# [WHAT THIS TASK INVOLVES]
Repeat the data below word for word.

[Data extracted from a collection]
────────────────────
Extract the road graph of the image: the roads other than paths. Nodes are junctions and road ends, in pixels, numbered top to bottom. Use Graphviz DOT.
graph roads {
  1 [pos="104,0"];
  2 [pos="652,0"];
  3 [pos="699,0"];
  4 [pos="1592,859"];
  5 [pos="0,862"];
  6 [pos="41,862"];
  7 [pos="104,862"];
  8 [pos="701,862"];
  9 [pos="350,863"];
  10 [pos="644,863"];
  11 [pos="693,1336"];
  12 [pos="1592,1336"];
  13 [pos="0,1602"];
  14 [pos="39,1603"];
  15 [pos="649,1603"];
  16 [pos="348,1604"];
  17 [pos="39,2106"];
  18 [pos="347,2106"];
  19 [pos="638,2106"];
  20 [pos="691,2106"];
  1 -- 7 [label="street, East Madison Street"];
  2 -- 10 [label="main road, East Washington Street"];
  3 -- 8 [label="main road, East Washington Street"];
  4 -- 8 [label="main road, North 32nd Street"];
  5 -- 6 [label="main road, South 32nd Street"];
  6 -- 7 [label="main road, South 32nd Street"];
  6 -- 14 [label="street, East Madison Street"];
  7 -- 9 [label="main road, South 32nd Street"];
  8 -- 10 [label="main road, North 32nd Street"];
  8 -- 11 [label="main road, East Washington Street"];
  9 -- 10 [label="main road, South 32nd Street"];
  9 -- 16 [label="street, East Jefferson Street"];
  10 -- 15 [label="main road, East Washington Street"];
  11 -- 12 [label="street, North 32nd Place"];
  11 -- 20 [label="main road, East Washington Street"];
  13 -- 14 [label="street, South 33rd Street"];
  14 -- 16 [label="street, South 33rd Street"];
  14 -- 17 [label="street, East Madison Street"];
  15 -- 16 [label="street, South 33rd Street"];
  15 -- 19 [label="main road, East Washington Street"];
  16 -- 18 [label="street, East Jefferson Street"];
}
────────────────────
# [OUTPUT]
Extract the road graph of the image: the roads other than paths. Nodes are junctions and road ends, in pixels, numbered top to bottom. Use Graphviz DOT.
graph roads {
  1 [pos="104,0"];
  2 [pos="652,0"];
  3 [pos="699,0"];
  4 [pos="1592,859"];
  5 [pos="0,862"];
  6 [pos="41,862"];
  7 [pos="104,862"];
  8 [pos="701,862"];
  9 [pos="350,863"];
  10 [pos="644,863"];
  11 [pos="693,1336"];
  12 [pos="1592,1336"];
  13 [pos="0,1602"];
  14 [pos="39,1603"];
  15 [pos="649,1603"];
  16 [pos="348,1604"];
  17 [pos="39,2106"];
  18 [pos="347,2106"];
  19 [pos="638,2106"];
  20 [pos="691,2106"];
  1 -- 7 [label="street, East Madison Street"];
  2 -- 10 [label="main road, East Washington Street"];
  3 -- 8 [label="main road, East Washington Street"];
  4 -- 8 [label="main road, North 32nd Street"];
  5 -- 6 [label="main road, South 32nd Street"];
  6 -- 7 [label="main road, South 32nd Street"];
  6 -- 14 [label="street, East Madison Street"];
  7 -- 9 [label="main road, South 32nd Street"];
  8 -- 10 [label="main road, North 32nd Street"];
  8 -- 11 [label="main road, East Washington Street"];
  9 -- 10 [label="main road, South 32nd Street"];
  9 -- 16 [label="street, East Jefferson Street"];
  10 -- 15 [label="main road, East Washington Street"];
  11 -- 12 [label="street, North 32nd Place"];
  11 -- 20 [label="main road, East Washington Street"];
  13 -- 14 [label="street, South 33rd Street"];
  14 -- 16 [label="street, South 33rd Street"];
  14 -- 17 [label="street, East Madison Street"];
  15 -- 16 [label="street, South 33rd Street"];
  15 -- 19 [label="main road, East Washington Street"];
  16 -- 18 [label="street, East Jefferson Street"];
}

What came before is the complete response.